Feira Mostra de Mação: artesanato continua vivo entre tradição, criatividade e novos projectos
Certame voltou a dar palco a artesãos de diferentes gerações, juntando trabalhos em madeira, pedra, resina, acessórios de moda e peças personalizadas que cruzam saber antigo, inovação e identidade local.
Na Feira Mostra de Mação, cada peça exposta carrega horas de trabalho, criatividade, aprendizagem e, em muitos casos, uma vida inteira dedicada ao saber-fazer artesanal. O certame voltou a reunir dezenas de expositores, juntando artesãos experientes, novos empreendedores e criadores que encontram neste espaço uma oportunidade para mostrar o seu trabalho, chegar ao público e manter vivas tradições que continuam a marcar a identidade do concelho. Entre os participantes esteve António Ferreira, residente em Mação há quase 50 anos.
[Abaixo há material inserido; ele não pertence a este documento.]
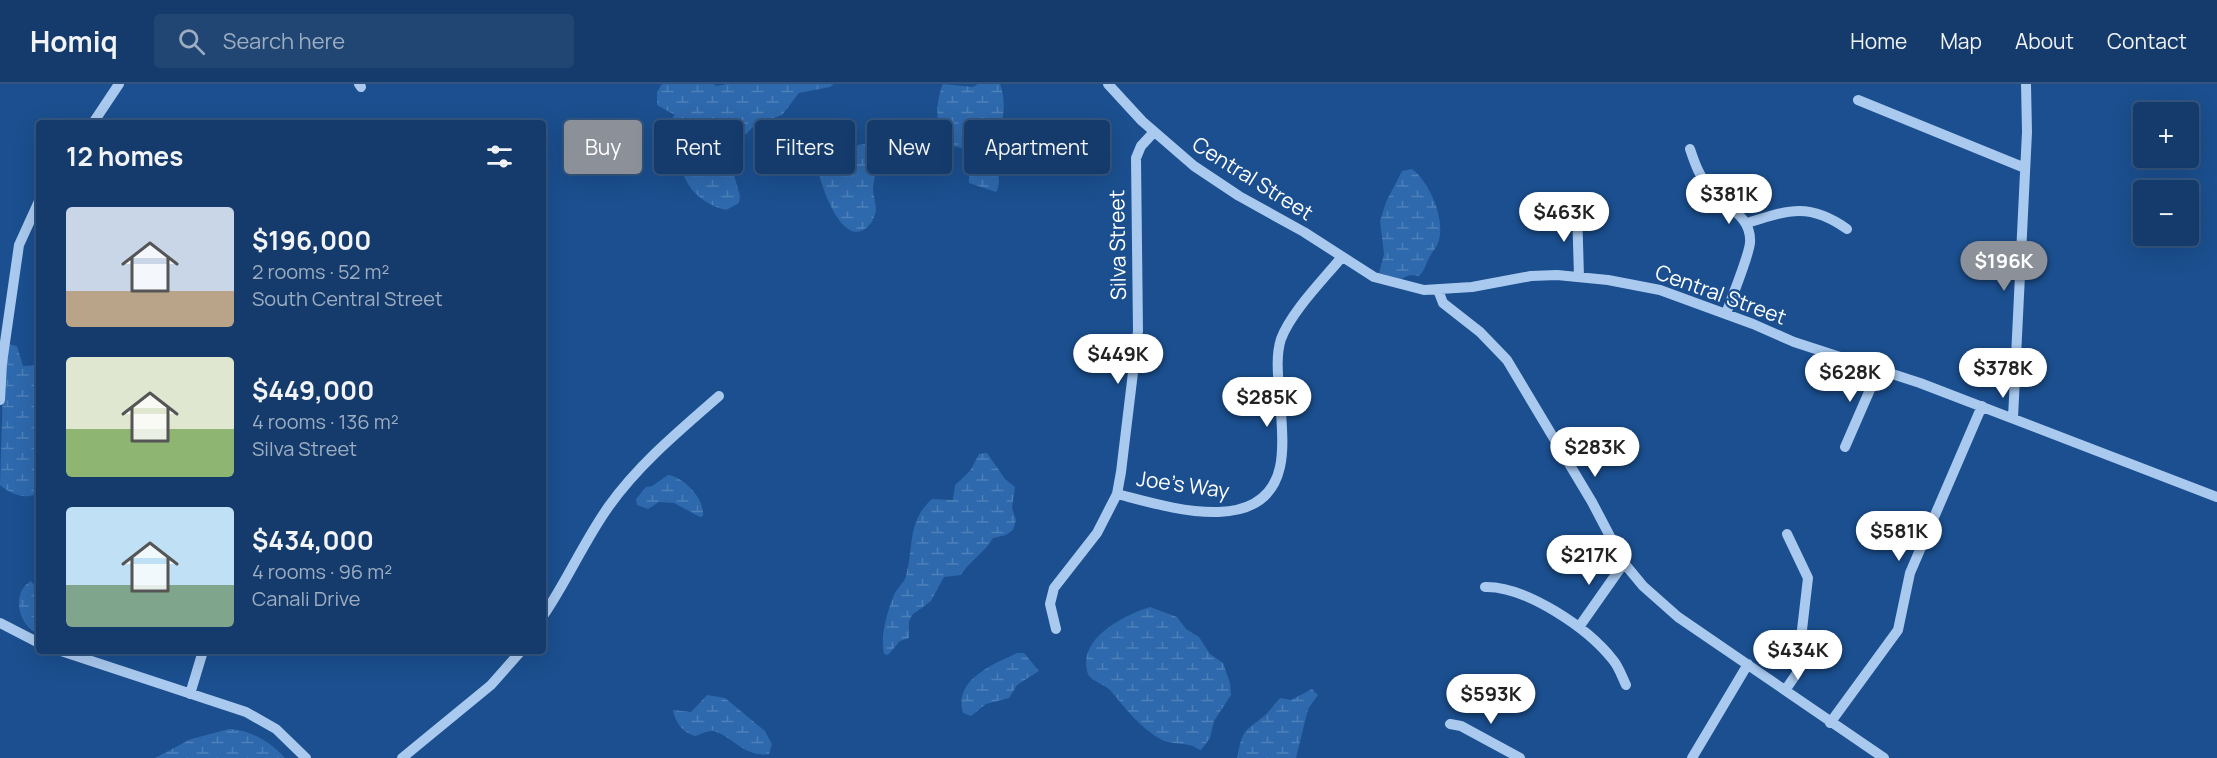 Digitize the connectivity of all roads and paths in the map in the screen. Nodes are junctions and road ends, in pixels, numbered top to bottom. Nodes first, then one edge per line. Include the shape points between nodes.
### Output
1 (119, 84) edge
2 (1108, 84) edge
3 (2026, 84) edge
4 (1858, 100) dead end
5 (95, 120) edge
6 (1154, 132) junction
7 (1690, 149) dead end
8 (2025, 168) junction
9 (36, 208) edge
10 (1577, 208) dead end
11 (1747, 223) junction
12 (1847, 229) dead end
13 (1341, 258) junction
14 (1579, 277) junction
15 (1438, 290) junction
16 (1726, 314) junction
17 (1879, 369) junction
18 (719, 396) dead end
19 (0, 400) edge
20 (1983, 406) junction
21 (2013, 418) junction
22 (1845, 447) dead end
23 (1117, 494) junction
24 (2217, 497) edge
25 (1787, 534) dead end
26 (1624, 563) junction
27 (1485, 587) dead end
28 (546, 611) edge
29 (0, 623) edge
30 (1579, 627) junction
31 (1056, 628) dead end
32 (36, 641) edge
33 (70, 654) edge
34 (202, 654) edge
35 (517, 654) edge
36 (1748, 664) junction
37 (1626, 685) dead end
38 (1786, 689) junction
39 (190, 694) junction
40 (1830, 723) junction
41 (1450, 724) dead end
42 (306, 758) edge
43 (402, 758) edge
44 (1520, 758) edge
45 (1692, 758) edge
46 (1884, 758) edge

1 - 5 street
2 - 6 street, Central Street
3 - 8 street
4 - 8 street
6 - 13 street, Central Street via 1174,152 1239,196
6 - 23 street, Silva Street via 1136,158 1137,359
7 - 11 street via 1710,190
8 - 21 street
9 - 19 street via 19,245
10 - 14 street
11 - 12 street via 1804,209 1833,219
11 - 16 street via 1750,245
13 - 15 street, Central Street via 1394,284
13 - 23 street, Joe's Way via 1282,337 1282,456 1274,484 1263,496 1251,506 1224,513 1162,506
14 - 15 street, Central Street via 1531,276
14 - 16 street, Central Street via 1660,290
15 - 26 street via 1443,303 1497,347 1507,360
16 - 17 street, Central Street via 1803,346
17 - 20 street, Central Street
17 - 22 street
18 - 28 street via 624,487 596,525
20 - 21 street, Central Street
20 - 40 street via 1910,573 1898,630
21 - 24 street, Central Street
23 - 31 street, Silva Street via 1096,533 1054,588 1050,604
25 - 38 street via 1808,578 1797,673
26 - 30 street
26 - 36 street via 1660,603
27 - 30 street via 1524,596
29 - 32 street
30 - 37 street via 1615,662
33 - 39 street
34 - 39 street
35 - 43 street via 491,685
36 - 38 street
36 - 45 street
38 - 40 street
39 - 42 street via 257,717 284,735
40 - 46 street
41 - 44 street via 1461,726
O gosto pelo artesanato nasceu ainda na adolescência, quando fazia brincos, pulseiras e pequenas carteiras para vender nas praias e juntar algum dinheiro para as férias. Mais tarde começou a trabalhar madeira, pedra e outros materiais naturais, dando forma a caixas, esculturas e peças decorativas produzidas integralmente pelas suas mãos.
Hoje, grande parte da inspiração surge das caminhadas que faz pela natureza. Recolhe pedaços de madeira, pedras e outros elementos que, mais tarde, transforma em peças únicas. Nos últimos tempos tem desenvolvido uma colecção inspirada em achados arqueológicos e pretende envolver outros artesãos do concelho na valorização desse património através de criações próprias. Trabalha também numa colecção dedicada às invasões vikings na Península Ibérica, em que cada peça representa um episódio dessa narrativa histórica. Participante habitual na Feira, admite que as vendas nem sempre compensam a presença no certame, mas considera essencial continuar a marcar lugar, sublinhando que a feira é também uma montra do artesanato local e uma forma de apoiar iniciativas que dão visibilidade ao trabalho feito no concelho.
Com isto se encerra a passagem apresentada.